What’s Next For Washington and Robert Upshaw?
Posted by Andrew Murawa on January 27th, 2015The news broke mid-afternoon on Monday, suddenly and succinctly:
UW's Robert Upshaw has been dismissed from the program for a violation of team rules, head coach Lorenzo Romar announced on Monday.
— UW Men's Basketball (@UW_MBB) January 26, 2015
If you had told anybody with any knowledge of Robert Upshaw’s career and his ups and downs not only at Washington, but at Fresno State previously, that such a tweet would be coming in the middle of this season, it would not exactly qualify as a shocker. But, here 19 games into a largely successful 2014-15 campaign, with Upshaw the nation’s best shot-blocker, swatting away better than 17 percent of his opponents’ two-point field goal attempts while he’s on the floor, this qualifies as a surprise. The guy we knew as a troubled and troublesome 18- and 19-year-old? That guy was gone, right? Instead, we had a talented 20-year-old who, by all accounts, was putting in the hard work and making big strides on the court, a guy who had worked his way into first round consideration for next year’s NBA Draft, a guy who had transformed the soft Huskies defense into a force to be reckoned with. And now, all that is gone, presumably like a puff of smoke.

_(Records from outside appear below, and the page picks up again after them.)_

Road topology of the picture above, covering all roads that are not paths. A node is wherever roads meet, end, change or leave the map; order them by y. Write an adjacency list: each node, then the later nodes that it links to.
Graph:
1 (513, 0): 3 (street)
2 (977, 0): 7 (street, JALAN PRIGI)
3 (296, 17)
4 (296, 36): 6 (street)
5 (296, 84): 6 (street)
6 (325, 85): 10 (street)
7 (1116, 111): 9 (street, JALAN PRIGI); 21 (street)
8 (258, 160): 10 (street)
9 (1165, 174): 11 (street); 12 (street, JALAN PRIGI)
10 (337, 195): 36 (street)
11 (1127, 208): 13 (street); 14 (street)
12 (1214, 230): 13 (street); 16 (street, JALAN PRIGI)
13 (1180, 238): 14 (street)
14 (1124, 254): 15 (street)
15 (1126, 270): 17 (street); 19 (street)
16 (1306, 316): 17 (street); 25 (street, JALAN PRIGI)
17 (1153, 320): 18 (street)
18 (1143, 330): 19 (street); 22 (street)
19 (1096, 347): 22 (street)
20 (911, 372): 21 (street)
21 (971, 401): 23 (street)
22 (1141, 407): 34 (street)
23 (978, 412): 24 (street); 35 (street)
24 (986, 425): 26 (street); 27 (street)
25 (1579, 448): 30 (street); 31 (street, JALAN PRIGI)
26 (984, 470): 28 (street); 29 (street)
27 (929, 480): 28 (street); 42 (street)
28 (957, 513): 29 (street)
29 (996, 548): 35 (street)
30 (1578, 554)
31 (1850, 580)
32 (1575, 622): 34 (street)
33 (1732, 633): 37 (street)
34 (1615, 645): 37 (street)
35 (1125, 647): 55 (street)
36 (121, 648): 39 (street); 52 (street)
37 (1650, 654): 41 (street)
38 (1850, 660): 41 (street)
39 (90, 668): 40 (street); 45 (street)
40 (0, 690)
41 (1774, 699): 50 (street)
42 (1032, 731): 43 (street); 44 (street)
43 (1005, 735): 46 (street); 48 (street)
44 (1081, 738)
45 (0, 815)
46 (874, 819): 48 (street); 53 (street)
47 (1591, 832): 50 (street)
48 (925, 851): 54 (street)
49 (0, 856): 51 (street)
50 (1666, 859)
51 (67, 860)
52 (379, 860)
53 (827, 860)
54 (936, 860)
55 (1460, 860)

So, let’s not worry all that much about what happened: we can all read between the lines. But, what happens next? First, let’s go to the team in a team sport: Where do Lorenzo Romar and the Huskies go from here? Well, with Jernard Jarreau sidelined following arthroscopic knee surgery and out at least until the middle of February (if not longer), that leaves the Huskies with Shawn Kemp, Jr. as the only proven frontcourt player. Junior seven-footer Gilles Dierickx has earned 13 minutes in the last six games (four points, five boards in that time) and will likely be forced into additional run. But really, this puts the Huskies behind even where they were last year at this time – basically a team with four wings surrounding a center. The good news is some combination of Nigel Williams-Goss, Andrew Andrews, Mike Anderson, Darin Johnson, Donaven Dorsey and Quevyn Winters is not a terrible batch of talent to draw from. And Kemp has been playing well. But there is absolutely no depth and no room for error.